The Magical Girl genre is essentially a genre which explores the female Heroine’s arc, the female coming of age story, and the womanhood narrative with varying degrees of success or failure — but it gets explored. I’d be hard pressed to name a whole lot of series that allow women to play every single archetypal role in the heroic book the way say, Sailor Moon does. Because Usagi Tsukino is a regular girl who is sort of clumsy and a bit of a bad student, but kind and loving and sweet. She is the “regular young girl” who begins a journey into becoming a powerful woman. She might initially play at being the virginal Princess type, but let’s face it — her future child drops out of the sky, and there’s never any sort of real play at insinuating she’s a bad person because she grows up. Usagi is a Warrior, a Queen, a Mother, a Lover, a Friend, a Sister - the Heroine of the story. She saves her own boyfriend/consort’s ass regularly from the bad guys. Essentially, she’s the hero, and the story is about her.

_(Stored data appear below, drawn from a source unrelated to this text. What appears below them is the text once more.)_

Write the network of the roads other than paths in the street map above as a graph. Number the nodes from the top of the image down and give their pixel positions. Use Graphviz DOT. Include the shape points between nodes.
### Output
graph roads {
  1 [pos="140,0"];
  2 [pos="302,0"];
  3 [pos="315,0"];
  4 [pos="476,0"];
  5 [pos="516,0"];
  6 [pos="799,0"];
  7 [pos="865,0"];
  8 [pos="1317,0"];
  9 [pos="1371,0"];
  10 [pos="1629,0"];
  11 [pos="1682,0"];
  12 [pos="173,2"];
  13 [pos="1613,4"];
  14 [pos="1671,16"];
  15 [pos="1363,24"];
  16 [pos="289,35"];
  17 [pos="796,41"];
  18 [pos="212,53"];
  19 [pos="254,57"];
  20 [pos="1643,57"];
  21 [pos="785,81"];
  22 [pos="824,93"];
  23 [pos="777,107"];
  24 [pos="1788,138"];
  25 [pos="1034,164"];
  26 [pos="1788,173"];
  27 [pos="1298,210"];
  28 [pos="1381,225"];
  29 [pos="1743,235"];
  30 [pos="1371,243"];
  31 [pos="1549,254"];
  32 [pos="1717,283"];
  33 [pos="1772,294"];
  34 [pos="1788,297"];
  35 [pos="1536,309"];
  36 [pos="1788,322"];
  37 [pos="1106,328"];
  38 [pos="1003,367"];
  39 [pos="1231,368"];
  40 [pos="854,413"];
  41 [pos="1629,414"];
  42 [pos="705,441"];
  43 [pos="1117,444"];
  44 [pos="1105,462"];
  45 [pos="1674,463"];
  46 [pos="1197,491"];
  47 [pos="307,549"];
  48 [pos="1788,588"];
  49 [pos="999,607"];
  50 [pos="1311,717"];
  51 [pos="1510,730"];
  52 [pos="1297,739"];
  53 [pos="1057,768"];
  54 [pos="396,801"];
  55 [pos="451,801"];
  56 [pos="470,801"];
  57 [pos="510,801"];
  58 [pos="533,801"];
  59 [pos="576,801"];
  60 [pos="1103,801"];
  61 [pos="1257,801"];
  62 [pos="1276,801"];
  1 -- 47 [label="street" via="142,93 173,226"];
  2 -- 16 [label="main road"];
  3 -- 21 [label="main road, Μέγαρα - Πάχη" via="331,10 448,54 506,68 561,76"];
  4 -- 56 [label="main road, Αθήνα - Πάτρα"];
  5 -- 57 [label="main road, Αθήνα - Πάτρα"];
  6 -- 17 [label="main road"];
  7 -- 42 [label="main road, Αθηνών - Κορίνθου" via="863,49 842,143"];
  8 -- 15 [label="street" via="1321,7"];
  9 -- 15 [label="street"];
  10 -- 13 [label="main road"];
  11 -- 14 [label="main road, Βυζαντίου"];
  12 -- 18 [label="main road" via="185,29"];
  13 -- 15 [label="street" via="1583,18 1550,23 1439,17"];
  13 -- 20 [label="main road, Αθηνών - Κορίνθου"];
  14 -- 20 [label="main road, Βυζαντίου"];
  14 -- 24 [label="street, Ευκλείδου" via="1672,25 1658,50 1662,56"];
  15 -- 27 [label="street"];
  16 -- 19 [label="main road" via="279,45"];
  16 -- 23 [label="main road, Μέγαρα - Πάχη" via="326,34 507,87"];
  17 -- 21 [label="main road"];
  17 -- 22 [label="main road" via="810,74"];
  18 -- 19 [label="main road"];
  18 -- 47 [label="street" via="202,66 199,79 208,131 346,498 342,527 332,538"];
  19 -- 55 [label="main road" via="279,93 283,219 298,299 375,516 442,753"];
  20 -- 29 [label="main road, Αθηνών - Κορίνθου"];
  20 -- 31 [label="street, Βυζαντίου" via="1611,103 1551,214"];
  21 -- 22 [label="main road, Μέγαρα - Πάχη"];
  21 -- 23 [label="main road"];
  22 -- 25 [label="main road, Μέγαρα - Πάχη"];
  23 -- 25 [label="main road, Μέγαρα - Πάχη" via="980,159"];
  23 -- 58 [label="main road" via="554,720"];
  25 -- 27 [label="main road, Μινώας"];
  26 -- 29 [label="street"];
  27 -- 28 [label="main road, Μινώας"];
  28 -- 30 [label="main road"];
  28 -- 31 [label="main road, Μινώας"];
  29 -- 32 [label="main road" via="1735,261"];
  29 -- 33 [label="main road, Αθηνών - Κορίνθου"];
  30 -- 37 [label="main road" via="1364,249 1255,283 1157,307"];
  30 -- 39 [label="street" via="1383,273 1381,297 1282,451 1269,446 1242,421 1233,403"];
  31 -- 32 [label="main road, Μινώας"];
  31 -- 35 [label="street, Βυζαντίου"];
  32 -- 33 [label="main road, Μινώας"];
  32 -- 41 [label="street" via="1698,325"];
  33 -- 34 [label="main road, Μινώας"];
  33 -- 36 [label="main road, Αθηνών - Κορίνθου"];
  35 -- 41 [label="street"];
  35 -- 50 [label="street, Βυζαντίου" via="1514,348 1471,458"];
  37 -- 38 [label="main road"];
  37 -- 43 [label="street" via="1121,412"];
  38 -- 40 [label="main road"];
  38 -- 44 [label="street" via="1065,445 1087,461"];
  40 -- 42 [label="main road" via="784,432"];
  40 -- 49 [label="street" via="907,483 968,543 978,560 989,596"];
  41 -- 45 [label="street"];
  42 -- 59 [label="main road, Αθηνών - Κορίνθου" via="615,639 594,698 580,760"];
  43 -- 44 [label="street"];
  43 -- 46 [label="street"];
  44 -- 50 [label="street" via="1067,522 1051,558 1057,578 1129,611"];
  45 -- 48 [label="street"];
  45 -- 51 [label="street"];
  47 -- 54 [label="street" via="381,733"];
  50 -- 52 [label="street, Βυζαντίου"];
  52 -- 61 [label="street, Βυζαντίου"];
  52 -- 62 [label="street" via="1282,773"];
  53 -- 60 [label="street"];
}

It’s more complex than that, of course. Her weapons are pink and shiny and come in the form of compacts and wands with heart and moon shapes. She wears a sailor fuku, she’s got long flowing hair, she’s feminine, beautiful, and when she doesn’t trip first, she’s going to kick your ass in the name of the moon (and love and justice). Being a girl is her weapon. Being feminine and a woman is her weapon. Some of the other Scouts have other presentations of themselves and their genders, but that’s just it - womanhood and girlhood, and gender, and sexuality, and so on — has a spectrum. It’s all there.
Now look at Puella Magi. At only twelve episodes it packs a hard punch, and it’s so easy to claim that Kyubey represents the devil, with a contract waiting to be made to essentially use your soul to fight witches. This claim that the narrative is Faustian isn’t wholly wrong, but I’d argue it’s not all there is either.
Kyubey isn’t the devil. Kyubey is the society we live in, which takes up and preys on young girls at vulnerable times in their lives, and asks them to be perfect. Society asks girls to fight against evil, the icky, awful, and impure, and it keeps asking until we say yes. Yes to being beautiful, and perfect, and good, and pure, and sweet, yes to being a nice young lady, yes to fighting everything that is bad and evil and dangerous - to fighting the things that threaten us and our friends.
Except there’s a catch. We’re fighting ourselves. What they don’t tell you, society, or Kyubey in this metaphor, is that there is no way to prevent yourself from becoming what you started out fighting. You lose, in this scenario, every time. At some point, a young, “emotionally volatile” girl grows up and becomes a woman. One day, you hit puberty, or maybe you haven’t yet, and someone leers at you, or looks at you wrong, or calls after you and you are suddenly made aware of the fact that being a woman is dangerous. Growing up means something incredibly different for girls than it does boys.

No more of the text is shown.